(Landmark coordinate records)
◆ ◆ ◆ ◆ ◆
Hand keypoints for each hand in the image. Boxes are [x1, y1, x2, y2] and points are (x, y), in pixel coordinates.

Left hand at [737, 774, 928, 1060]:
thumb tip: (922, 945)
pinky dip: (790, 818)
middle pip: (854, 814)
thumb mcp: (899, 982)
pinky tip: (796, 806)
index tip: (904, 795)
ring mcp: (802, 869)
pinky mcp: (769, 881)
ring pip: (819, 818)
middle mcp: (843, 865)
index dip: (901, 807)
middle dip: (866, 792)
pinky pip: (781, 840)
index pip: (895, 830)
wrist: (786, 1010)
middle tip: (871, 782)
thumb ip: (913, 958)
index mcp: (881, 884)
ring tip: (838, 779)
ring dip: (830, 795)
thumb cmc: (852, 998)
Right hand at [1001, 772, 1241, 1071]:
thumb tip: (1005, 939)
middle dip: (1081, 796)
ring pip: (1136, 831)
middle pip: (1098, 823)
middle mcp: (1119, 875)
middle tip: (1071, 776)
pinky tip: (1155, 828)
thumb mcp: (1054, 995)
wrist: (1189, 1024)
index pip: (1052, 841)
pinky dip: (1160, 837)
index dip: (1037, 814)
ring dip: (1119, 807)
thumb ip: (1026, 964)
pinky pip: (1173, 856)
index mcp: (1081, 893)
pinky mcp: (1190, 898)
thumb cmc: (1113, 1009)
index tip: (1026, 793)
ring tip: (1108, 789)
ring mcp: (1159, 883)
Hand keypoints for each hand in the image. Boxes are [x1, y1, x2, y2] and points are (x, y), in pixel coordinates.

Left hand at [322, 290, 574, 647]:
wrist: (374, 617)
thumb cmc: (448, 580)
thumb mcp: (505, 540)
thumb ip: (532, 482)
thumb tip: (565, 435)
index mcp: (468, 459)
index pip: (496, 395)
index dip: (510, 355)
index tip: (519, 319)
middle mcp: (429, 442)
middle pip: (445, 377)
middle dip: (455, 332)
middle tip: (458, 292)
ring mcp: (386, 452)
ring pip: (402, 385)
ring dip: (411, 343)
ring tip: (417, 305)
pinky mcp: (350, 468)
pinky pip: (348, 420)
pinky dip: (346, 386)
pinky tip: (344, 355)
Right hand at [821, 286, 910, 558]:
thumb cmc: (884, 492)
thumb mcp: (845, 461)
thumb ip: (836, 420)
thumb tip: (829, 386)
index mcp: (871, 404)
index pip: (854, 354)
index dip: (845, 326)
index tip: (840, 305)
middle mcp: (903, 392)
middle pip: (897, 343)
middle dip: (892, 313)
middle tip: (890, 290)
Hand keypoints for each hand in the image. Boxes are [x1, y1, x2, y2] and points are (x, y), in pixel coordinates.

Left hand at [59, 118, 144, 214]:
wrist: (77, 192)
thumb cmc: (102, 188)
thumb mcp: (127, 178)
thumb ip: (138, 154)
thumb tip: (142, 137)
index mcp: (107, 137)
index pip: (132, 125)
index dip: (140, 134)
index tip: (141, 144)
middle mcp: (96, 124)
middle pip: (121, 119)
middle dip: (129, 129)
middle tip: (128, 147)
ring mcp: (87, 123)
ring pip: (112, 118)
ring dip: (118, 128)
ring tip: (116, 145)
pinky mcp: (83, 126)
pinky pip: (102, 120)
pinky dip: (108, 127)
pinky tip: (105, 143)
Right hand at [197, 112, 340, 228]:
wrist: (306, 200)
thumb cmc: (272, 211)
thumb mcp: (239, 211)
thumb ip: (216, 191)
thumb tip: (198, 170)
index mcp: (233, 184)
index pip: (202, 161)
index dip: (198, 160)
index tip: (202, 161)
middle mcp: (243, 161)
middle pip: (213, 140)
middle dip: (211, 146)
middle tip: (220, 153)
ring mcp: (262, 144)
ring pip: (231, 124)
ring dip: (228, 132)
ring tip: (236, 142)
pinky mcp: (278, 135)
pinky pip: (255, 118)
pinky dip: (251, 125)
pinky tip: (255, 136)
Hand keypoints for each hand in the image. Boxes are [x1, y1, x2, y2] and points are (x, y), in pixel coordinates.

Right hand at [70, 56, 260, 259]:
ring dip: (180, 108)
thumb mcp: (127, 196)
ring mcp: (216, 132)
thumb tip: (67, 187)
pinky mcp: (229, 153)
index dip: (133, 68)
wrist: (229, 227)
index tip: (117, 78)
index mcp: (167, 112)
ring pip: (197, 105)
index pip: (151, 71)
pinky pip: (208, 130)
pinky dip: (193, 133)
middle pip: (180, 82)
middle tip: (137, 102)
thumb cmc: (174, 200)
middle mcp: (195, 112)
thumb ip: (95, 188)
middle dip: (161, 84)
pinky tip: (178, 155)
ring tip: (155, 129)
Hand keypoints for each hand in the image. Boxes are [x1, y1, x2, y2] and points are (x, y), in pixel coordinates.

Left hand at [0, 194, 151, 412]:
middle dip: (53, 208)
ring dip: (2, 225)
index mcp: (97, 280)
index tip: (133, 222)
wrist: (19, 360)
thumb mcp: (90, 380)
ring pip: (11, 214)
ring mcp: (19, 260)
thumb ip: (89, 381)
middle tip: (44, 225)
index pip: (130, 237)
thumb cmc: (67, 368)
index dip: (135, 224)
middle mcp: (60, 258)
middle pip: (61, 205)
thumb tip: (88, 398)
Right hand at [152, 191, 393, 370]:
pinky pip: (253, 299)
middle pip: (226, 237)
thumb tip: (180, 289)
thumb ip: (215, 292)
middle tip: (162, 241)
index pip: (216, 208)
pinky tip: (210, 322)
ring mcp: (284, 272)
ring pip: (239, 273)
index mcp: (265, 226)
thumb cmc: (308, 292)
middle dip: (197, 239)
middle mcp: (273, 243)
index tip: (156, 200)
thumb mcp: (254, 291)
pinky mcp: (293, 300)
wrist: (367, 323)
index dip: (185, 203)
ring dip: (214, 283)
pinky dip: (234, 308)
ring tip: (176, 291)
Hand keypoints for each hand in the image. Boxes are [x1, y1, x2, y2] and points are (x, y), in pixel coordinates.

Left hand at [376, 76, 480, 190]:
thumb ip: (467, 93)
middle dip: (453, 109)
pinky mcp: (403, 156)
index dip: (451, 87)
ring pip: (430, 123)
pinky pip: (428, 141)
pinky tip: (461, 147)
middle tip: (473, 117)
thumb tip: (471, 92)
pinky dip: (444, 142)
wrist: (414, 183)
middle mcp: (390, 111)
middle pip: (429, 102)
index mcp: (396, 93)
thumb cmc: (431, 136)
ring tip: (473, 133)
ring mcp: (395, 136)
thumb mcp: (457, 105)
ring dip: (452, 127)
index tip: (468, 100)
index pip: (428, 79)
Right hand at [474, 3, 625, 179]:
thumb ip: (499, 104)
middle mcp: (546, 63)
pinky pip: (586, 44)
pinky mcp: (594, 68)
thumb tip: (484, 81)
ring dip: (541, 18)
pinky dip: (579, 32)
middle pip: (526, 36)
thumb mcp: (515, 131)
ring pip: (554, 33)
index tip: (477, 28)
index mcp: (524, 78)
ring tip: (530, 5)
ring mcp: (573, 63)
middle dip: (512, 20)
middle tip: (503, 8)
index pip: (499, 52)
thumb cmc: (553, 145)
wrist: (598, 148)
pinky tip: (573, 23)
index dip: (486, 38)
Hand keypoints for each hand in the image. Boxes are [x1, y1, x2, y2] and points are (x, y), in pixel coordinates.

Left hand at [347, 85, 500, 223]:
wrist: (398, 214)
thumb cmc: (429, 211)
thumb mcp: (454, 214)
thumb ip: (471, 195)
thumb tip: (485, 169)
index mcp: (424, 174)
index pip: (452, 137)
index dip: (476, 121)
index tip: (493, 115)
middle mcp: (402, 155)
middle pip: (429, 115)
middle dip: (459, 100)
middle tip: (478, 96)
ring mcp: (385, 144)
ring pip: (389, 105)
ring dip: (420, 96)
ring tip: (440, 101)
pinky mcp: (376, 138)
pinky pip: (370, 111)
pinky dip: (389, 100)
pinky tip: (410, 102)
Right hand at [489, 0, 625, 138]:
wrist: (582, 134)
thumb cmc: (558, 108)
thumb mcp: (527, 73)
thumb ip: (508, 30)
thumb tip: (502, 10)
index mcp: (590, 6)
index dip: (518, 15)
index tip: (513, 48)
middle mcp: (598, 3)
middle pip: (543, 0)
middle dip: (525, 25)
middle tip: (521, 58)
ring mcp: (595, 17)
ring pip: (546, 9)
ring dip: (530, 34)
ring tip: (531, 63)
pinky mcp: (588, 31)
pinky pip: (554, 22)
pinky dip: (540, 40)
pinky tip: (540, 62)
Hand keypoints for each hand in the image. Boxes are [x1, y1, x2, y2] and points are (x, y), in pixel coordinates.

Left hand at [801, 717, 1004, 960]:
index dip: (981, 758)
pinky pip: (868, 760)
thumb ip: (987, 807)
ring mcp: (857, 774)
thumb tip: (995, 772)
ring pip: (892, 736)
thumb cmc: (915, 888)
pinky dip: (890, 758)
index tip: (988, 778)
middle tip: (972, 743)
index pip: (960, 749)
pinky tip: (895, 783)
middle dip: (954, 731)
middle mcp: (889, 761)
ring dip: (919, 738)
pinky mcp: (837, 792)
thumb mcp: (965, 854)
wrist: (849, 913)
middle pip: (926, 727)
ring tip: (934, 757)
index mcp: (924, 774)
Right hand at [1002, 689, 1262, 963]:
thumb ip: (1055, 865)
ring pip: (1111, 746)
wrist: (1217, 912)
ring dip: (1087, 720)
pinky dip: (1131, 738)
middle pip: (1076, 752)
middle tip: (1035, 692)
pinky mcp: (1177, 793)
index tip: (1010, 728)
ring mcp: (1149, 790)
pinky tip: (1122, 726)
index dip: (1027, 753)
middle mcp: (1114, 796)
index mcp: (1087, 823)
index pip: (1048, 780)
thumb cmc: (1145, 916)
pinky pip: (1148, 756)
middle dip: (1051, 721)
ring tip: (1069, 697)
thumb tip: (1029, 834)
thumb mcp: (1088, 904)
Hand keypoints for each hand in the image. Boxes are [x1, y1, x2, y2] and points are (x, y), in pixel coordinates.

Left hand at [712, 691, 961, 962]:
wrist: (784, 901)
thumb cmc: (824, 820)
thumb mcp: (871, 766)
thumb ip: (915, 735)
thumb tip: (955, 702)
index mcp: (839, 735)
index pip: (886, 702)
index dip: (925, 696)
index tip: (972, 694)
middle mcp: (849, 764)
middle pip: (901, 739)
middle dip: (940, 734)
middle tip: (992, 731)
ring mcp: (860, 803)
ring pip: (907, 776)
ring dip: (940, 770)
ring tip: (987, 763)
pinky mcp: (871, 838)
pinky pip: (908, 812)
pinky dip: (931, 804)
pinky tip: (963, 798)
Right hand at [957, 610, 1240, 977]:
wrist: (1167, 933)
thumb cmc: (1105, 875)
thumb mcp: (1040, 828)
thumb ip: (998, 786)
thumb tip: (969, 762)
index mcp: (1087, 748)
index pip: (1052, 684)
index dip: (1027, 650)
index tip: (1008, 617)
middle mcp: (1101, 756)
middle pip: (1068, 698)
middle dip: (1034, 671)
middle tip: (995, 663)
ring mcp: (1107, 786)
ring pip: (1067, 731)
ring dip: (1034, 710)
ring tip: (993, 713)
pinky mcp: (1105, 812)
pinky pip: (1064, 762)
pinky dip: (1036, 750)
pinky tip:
◆ ◆ ◆ ◆ ◆
• **EXERCISE REQUIREMENTS**
Your task is to quote the lines above, beginning with the first and ending with the one that holds "ring pip: (819, 818)".

• **RESULT OF THIS EXERCISE**
Hand keypoints for each hand in the image. Boxes are [x1, y1, x2, y2] and points are (x, y), in pixel coordinates.

Left hand at [737, 774, 928, 1060]:
thumb tip: (922, 945)
pinky dip: (790, 818)
middle pip: (854, 814)
thumb mcp: (899, 982)
pinky tip: (796, 806)
index tip: (904, 795)
ring mcp: (802, 869)
pinky mcp: (769, 881)
ring pip: (819, 818)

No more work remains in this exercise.